▶ _WHAT IS REQUIRED_: A complete and exact copy of the entries below is the expected result.

[Dataset entries]
-=-=-=-=-
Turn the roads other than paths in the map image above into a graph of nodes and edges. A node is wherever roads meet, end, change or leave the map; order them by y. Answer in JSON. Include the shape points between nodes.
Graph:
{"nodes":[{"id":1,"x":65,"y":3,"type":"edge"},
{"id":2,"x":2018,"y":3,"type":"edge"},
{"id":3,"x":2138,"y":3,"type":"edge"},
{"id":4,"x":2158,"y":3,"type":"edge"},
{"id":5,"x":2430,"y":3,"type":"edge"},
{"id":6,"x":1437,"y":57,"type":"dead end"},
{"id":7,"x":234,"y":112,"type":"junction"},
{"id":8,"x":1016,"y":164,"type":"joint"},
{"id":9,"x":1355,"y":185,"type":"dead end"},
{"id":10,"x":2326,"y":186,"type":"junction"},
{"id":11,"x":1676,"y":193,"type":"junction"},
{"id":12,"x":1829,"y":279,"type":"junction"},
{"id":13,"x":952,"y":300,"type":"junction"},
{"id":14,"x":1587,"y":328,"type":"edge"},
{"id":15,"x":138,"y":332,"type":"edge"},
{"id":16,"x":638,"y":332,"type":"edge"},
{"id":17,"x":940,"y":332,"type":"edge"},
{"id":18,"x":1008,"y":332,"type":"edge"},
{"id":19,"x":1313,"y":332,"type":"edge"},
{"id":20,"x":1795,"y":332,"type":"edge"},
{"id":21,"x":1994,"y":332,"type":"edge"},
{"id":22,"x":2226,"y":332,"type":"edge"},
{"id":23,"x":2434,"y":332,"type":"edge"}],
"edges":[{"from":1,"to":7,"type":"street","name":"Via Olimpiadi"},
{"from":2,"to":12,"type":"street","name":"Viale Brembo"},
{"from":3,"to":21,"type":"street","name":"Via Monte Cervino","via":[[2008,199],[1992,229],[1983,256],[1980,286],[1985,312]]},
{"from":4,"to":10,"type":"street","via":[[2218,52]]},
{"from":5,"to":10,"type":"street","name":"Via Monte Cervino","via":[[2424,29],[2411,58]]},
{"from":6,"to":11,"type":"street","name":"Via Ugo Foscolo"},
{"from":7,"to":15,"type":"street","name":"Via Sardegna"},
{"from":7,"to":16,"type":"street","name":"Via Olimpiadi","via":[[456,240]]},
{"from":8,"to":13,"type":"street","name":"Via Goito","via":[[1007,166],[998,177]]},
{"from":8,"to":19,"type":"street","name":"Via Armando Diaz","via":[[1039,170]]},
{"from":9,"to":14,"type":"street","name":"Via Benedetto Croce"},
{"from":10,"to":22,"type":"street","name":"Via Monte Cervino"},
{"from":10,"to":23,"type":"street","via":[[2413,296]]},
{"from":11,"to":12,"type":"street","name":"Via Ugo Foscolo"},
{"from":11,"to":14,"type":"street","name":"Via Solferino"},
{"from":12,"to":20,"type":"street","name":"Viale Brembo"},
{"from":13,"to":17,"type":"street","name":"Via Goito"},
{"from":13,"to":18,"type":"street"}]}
-=-=-=-=-
▶ _REPLY TO THE EXERCISE_:
Turn the roads other than paths in the map image above into a graph of nodes and edges. A node is wherever roads meet, end, change or leave the map; order them by y. Answer in JSON. Include the shape points between nodes.
Graph:
{"nodes":[{"id":1,"x":65,"y":3,"type":"edge"},
{"id":2,"x":2018,"y":3,"type":"edge"},
{"id":3,"x":2138,"y":3,"type":"edge"},
{"id":4,"x":2158,"y":3,"type":"edge"},
{"id":5,"x":2430,"y":3,"type":"edge"},
{"id":6,"x":1437,"y":57,"type":"dead end"},
{"id":7,"x":234,"y":112,"type":"junction"},
{"id":8,"x":1016,"y":164,"type":"joint"},
{"id":9,"x":1355,"y":185,"type":"dead end"},
{"id":10,"x":2326,"y":186,"type":"junction"},
{"id":11,"x":1676,"y":193,"type":"junction"},
{"id":12,"x":1829,"y":279,"type":"junction"},
{"id":13,"x":952,"y":300,"type":"junction"},
{"id":14,"x":1587,"y":328,"type":"edge"},
{"id":15,"x":138,"y":332,"type":"edge"},
{"id":16,"x":638,"y":332,"type":"edge"},
{"id":17,"x":940,"y":332,"type":"edge"},
{"id":18,"x":1008,"y":332,"type":"edge"},
{"id":19,"x":1313,"y":332,"type":"edge"},
{"id":20,"x":1795,"y":332,"type":"edge"},
{"id":21,"x":1994,"y":332,"type":"edge"},
{"id":22,"x":2226,"y":332,"type":"edge"},
{"id":23,"x":2434,"y":332,"type":"edge"}],
"edges":[{"from":1,"to":7,"type":"street","name":"Via Olimpiadi"},
{"from":2,"to":12,"type":"street","name":"Viale Brembo"},
{"from":3,"to":21,"type":"street","name":"Via Monte Cervino","via":[[2008,199],[1992,229],[1983,256],[1980,286],[1985,312]]},
{"from":4,"to":10,"type":"street","via":[[2218,52]]},
{"from":5,"to":10,"type":"street","name":"Via Monte Cervino","via":[[2424,29],[2411,58]]},
{"from":6,"to":11,"type":"street","name":"Via Ugo Foscolo"},
{"from":7,"to":15,"type":"street","name":"Via Sardegna"},
{"from":7,"to":16,"type":"street","name":"Via Olimpiadi","via":[[456,240]]},
{"from":8,"to":13,"type":"street","name":"Via Goito","via":[[1007,166],[998,177]]},
{"from":8,"to":19,"type":"street","name":"Via Armando Diaz","via":[[1039,170]]},
{"from":9,"to":14,"type":"street","name":"Via Benedetto Croce"},
{"from":10,"to":22,"type":"street","name":"Via Monte Cervino"},
{"from":10,"to":23,"type":"street","via":[[2413,296]]},
{"from":11,"to":12,"type":"street","name":"Via Ugo Foscolo"},
{"from":11,"to":14,"type":"street","name":"Via Solferino"},
{"from":12,"to":20,"type":"street","name":"Viale Brembo"},
{"from":13,"to":17,"type":"street","name":"Via Goito"},
{"from":13,"to":18,"type":"street"}]}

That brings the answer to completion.